The challenge I set my self was to populate a table variable with data representing new dimensional records, pass through the variable into a stored procedure that would then use the table variable to compare against the current records in a dimension using the new MERGE syntax and apply the appropriate upserts (updates and inserts). Going beyond that I wanted to be able to call this stored procedure directly within an SSIS package without writing the new records out to a temporary staging table.

Creating the sample database environment

The Customers dimension for a data warehouse is a typical candidate for a type 2 slowly changing dimension. For this example I will use the Customers table in the Northwind database as my source data set.

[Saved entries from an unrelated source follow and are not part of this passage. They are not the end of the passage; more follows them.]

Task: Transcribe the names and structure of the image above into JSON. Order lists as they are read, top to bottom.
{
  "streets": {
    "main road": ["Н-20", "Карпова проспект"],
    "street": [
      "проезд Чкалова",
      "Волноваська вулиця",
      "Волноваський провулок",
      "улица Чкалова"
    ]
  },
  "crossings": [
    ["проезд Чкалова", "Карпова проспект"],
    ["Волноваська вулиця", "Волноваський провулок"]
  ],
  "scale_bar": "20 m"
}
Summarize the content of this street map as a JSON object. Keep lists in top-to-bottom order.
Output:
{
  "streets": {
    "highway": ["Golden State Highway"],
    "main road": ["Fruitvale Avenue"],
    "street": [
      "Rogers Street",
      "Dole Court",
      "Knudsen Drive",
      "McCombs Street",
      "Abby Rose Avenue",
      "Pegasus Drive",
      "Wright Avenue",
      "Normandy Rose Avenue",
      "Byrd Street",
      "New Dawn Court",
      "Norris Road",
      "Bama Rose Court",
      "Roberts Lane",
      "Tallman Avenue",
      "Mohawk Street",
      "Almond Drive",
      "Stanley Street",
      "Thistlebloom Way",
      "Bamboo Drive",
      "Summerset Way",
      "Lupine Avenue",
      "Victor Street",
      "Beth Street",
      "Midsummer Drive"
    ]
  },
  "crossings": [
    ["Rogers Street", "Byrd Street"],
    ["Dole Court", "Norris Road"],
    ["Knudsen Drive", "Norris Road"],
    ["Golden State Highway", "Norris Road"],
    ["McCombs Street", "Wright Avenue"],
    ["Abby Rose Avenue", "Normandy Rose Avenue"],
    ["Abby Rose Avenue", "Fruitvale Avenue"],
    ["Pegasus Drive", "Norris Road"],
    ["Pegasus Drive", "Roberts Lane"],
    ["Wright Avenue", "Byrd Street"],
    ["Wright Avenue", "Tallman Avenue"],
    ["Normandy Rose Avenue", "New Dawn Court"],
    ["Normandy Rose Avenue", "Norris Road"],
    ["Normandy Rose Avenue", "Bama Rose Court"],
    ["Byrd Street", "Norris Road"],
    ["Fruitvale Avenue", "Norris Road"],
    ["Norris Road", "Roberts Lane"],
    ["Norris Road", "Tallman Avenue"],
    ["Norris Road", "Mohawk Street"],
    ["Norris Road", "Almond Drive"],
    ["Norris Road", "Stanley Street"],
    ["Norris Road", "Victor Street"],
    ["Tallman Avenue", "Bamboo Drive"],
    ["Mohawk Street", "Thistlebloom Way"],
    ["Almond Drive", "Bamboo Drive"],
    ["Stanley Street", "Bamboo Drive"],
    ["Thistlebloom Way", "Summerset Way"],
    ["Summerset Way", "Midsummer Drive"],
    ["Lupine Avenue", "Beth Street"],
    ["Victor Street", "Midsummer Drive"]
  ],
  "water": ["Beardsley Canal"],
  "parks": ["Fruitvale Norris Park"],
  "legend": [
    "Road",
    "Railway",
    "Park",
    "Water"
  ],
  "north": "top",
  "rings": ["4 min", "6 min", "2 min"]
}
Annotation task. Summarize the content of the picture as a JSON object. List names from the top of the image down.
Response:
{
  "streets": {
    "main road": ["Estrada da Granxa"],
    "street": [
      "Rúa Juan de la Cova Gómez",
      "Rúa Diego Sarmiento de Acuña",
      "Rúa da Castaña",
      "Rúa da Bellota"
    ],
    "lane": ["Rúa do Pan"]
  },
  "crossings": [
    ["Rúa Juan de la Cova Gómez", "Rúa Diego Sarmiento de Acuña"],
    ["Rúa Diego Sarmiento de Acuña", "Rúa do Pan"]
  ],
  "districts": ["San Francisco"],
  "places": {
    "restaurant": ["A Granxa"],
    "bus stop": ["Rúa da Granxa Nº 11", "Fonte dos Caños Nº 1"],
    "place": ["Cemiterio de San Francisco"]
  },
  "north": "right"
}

I’ve created my own sample database where I’ve created a DimCustomer table that will be the destination for our data, I will also create the table data type and stored proc on this database.

Lets get started, first create the sample database:

IF DB_ID('Sample') IS NULL

CREATE DATABASE Sample;

GO


Now create the DimCustomer dimension table, this will be the target for our records.



IF OBJECT_ID('DimCustomer',N'U') IS NOT NULL

DROP TABLE DimCustomer;



CREATE TABLE DimCustomer

(

  
CustomerID VARCHAR(5),

  
ContactName VARCHAR(40),

  
ContactTitle VARCHAR(30),

  
Address VARCHAR(60),

  
City VARCHAR(15),

  
Region VARCHAR(15),

  
PostalCode VARCHAR(10),

  
Country VARCHAR(15),

  
Phone VARCHAR(24),

  
Fax VARCHAR(24),

  
CurrentRecord BIT,

  
ValidFromDate DATE,

  
ValidToDate DATE

);

GO


You will notice that this table has a valid from and to date that will be used to track the period that the data is valid, there is also a flag CurrentRecord that will indicate the current record for each customer.



 



Now we need to create the table data type that will be used to pass into our stored procedure



IF TYPE_ID('DimCustomer') IS NOT NULL

DROP TYPE dbo.DimCustomer



CREATE TYPE dbo.DimCustomer AS TABLE

(

  
CustomerID VARCHAR(5),

  
ContactName VARCHAR(40),

  
ContactTitle VARCHAR(30),

  
Address VARCHAR(60),

  
City VARCHAR(15),

  
Region VARCHAR(15),

  
PostalCode VARCHAR(10),

  
Country VARCHAR(15),

  
Phone VARCHAR(24),

  
Fax VARCHAR(24),

  
ValidFromDate DATE

);

GO


Notice that I have left out the CurrentRecord, ValidToDate attributes from the table data type, these fields will be managed within the stored procedure itself.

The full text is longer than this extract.